"Ханс Фаллада. Маленький человек, что же дальше? (роман, 1932) " - читать интересную книгу автора



ГОРОХОВЫЙ СУП ПРИГОТОВЛЕН, ПИСЬМО НАПИСАНО, НО ВОДА ОКАЗАЛАСЬ СЛИШКОМ
ЖИДКОЙ.

С утра Овечка прежде всего отправилась за покупками, только положила на
подоконник подушки и перины, чтобы проветрились, и ушла за покупками. Почему
он не сказал, что готовить на обед? Она же не знает! И понятия не имеет, что
он любит.
По мере размышлении возможности все сужались, и в конце концов
изобретательная фантазия Овечки остановилась на гороховом супе. Это просто и
дешево, его можно и на второй день есть.
О, господи, хорошо девушкам, которых по-настоящему обучили готовить!
Меня мать всегда прогоняла от плиты. "Ступай прочь, не умеешь, так не
суйся!"
Что нужно для супа? Вода есть. Кастрюля есть. Горох? Сколько гороха?
Полфунта на двоих за глаза достаточно. Горох хорошо разваривается. Соль?

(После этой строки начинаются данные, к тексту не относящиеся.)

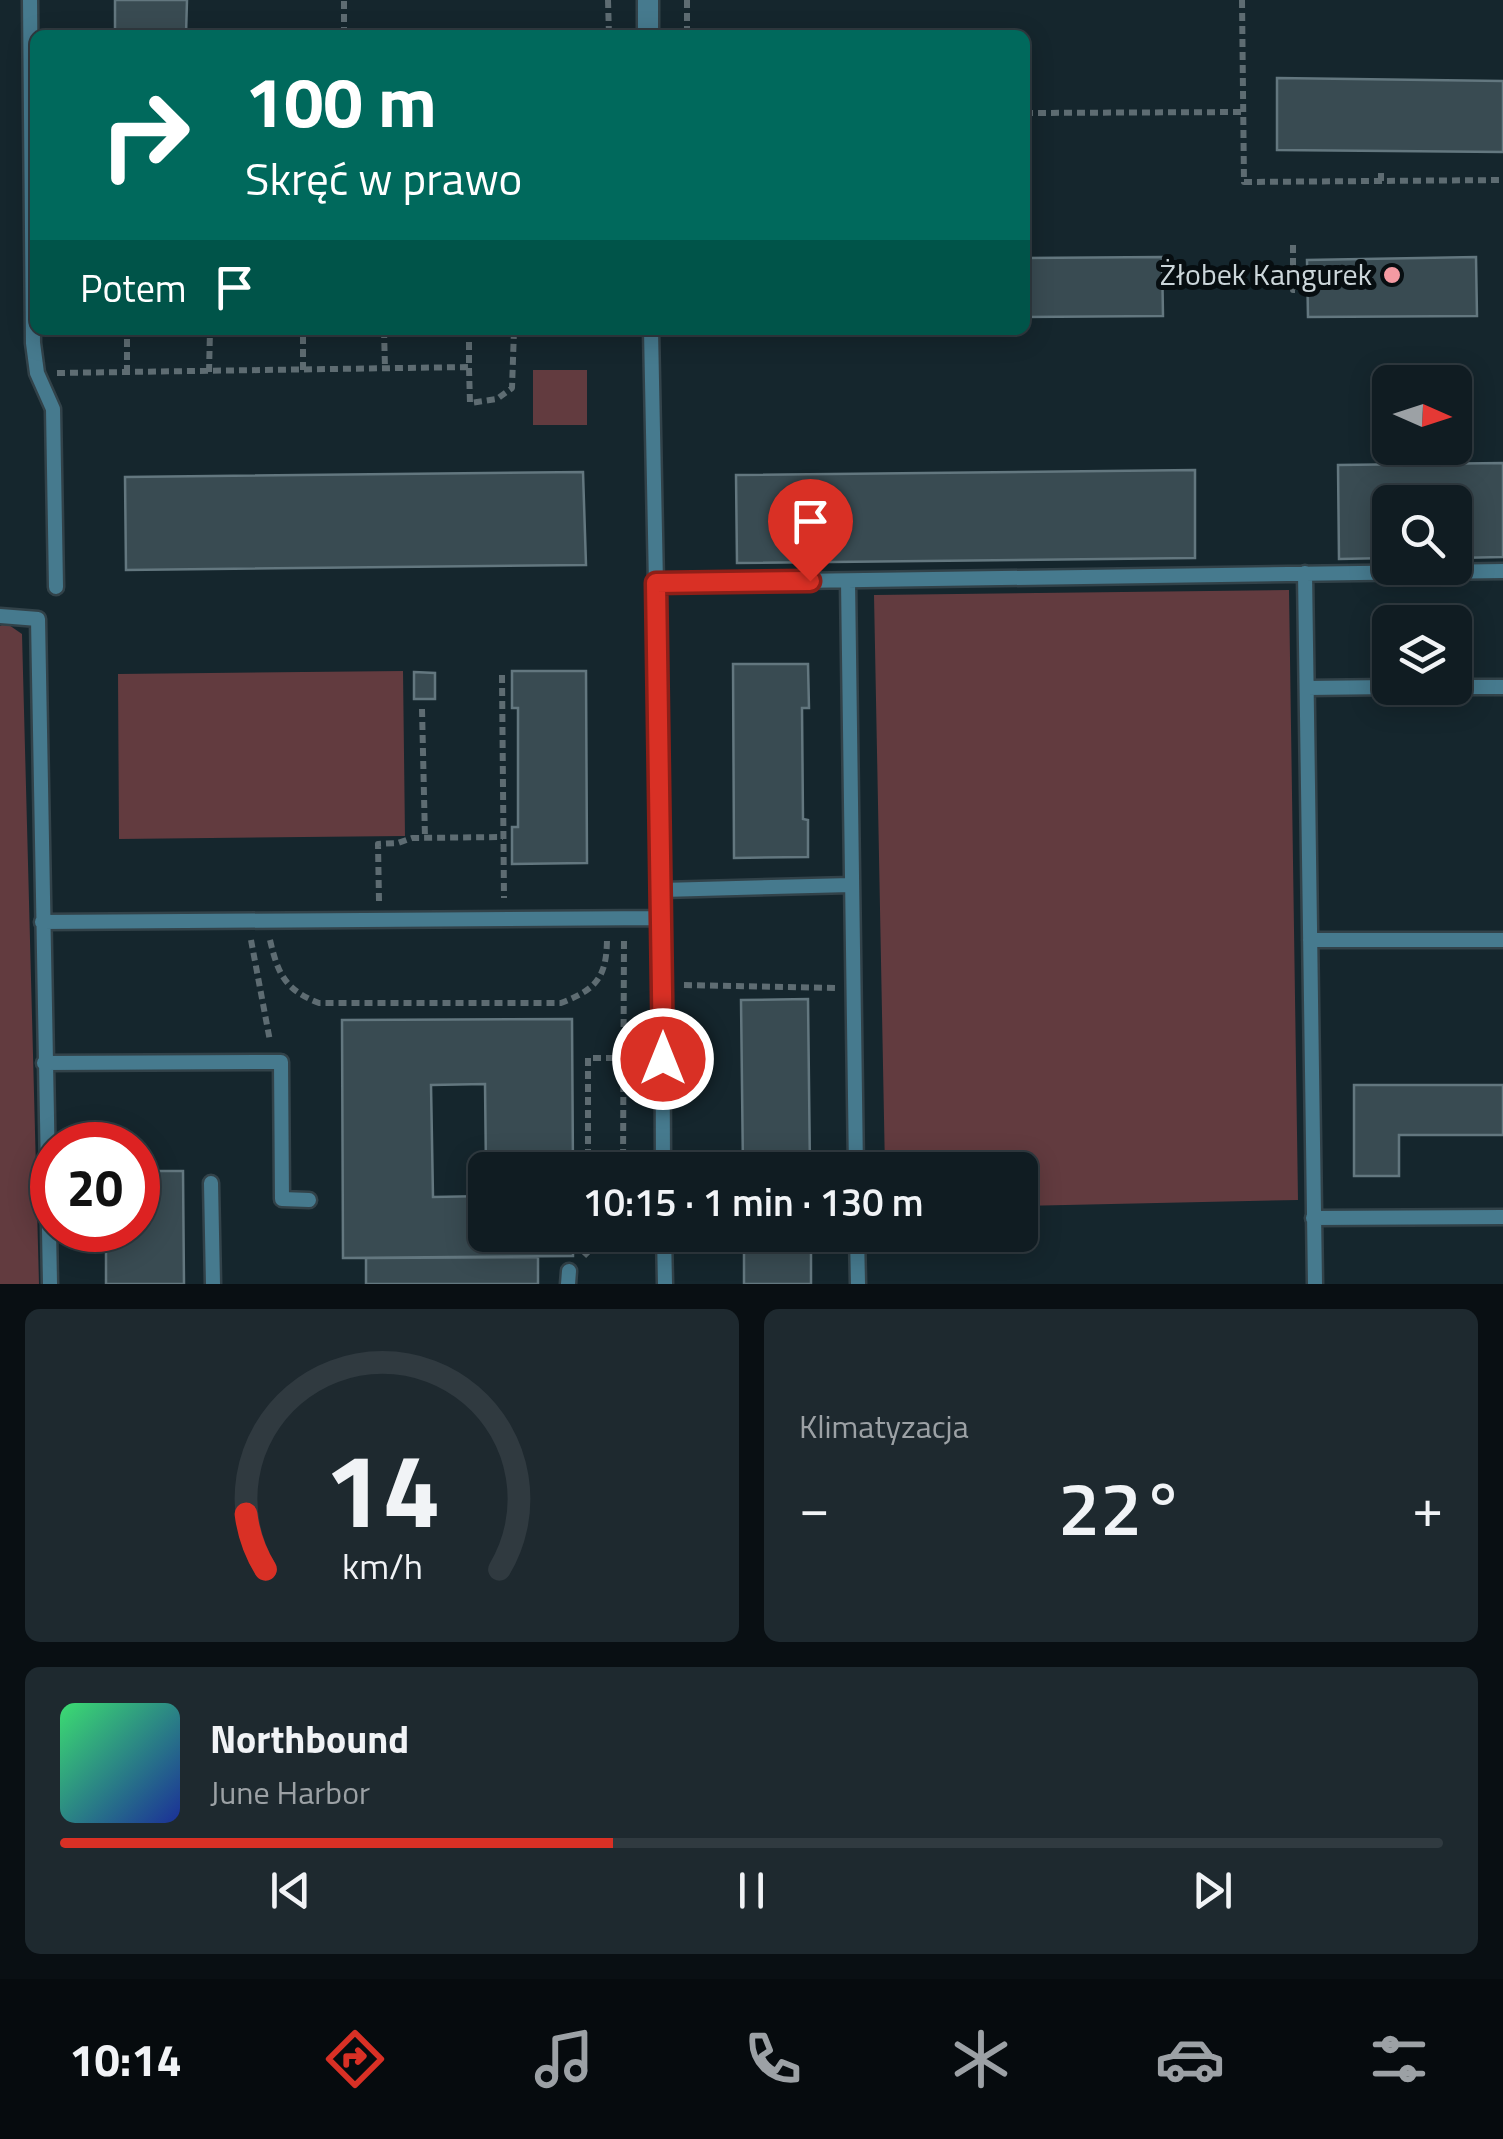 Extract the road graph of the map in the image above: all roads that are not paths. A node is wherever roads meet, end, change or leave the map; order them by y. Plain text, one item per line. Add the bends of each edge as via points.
1 (30, 0) edge
2 (648, 0) edge
3 (30, 30) edge
4 (648, 30) edge
5 (33, 335) edge
6 (651, 335) edge
7 (1503, 571) edge
8 (1305, 574) junction
9 (848, 581) junction
10 (656, 583) junction
11 (56, 586) dead end
12 (0, 616) edge
13 (1372, 687) edge
14 (1472, 687) edge
15 (1503, 687) edge
16 (1307, 688) junction
17 (851, 885) junction
18 (662, 890) junction
19 (662, 918) junction
20 (42, 922) junction
21 (1310, 940) junction
22 (1503, 940) edge
23 (44, 1062) junction
24 (664, 1152) edge
25 (856, 1152) edge
26 (211, 1183) dead end
27 (308, 1200) dead end
28 (1503, 1217) edge
29 (1314, 1218) junction
30 (664, 1252) edge
31 (857, 1252) edge
32 (50, 1284) edge
33 (213, 1284) edge
34 (664, 1284) edge
35 (858, 1284) edge
36 (1314, 1284) edge

1 - 3 lane
2 - 4 street
5 - 11 lane via 38,373 54,410
6 - 10 lane
7 - 8 lane
8 - 9 lane
8 - 16 lane
9 - 10 lane
9 - 17 lane
10 - 18 lane
12 - 20 lane via 38,619
13 - 16 lane
14 - 15 lane
16 - 21 lane
17 - 18 lane
17 - 25 lane
18 - 19 lane
19 - 20 lane
19 - 24 lane
20 - 23 lane
21 - 22 lane
21 - 29 lane
23 - 27 lane via 281,1062 282,1199
23 - 32 lane
26 - 33 lane
28 - 29 lane
29 - 36 lane
30 - 34 lane
31 - 35 lane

Зелень? Немножко сала? Да, пожалуй, на всякий случай надо взять. А мяса
сколько? И прежде всего какое мясо? Говядину, конечно, говядину. Полфунта
должно хватить. Горох очень питателен. А есть много мяса вредно. И, конечно,
картошка.
Овечка пошла за покупками. Замечательно вот так, в самый обычный
будничный день, утром, когда все сидят в конторах, гулять по улице; еще
совсем свежо, хотя солнце уже светит вовсю.
На Базарной площади гудит большая желтая почтовая машина. Может быть,
там, за окном конторы, сидит ее мальчуган. Но он не сидит за окном, десять
минут спустя он останавливается у нее за спиной и спрашивает, что они будут
шамать за обедом. Жена мясника, несомненно, что-то заметила, уж очень чудно
она себя держит, и за фунт костей для супа спросила тридцать пфеннигов, за
голые кости, без кусочка мяса, их бы просто в придачу дать надо. Она,
Овечка, напишет матери и спросит, не жульничество ли это? Нет, лучше не
надо, лучше она сама во всем разберется. Но его матери она должна написать.
И по дороге домой она начинает сочинять письмо.
Можно подумать, будто Шаренхеферша бесплотный дух, в кухне, куда Овечка
ходила за водой, не заметно, чтобы там готовили или собирались готовить, все
прибрано, плита холодная, и в комнате, что за кухней, не слышно ни звука.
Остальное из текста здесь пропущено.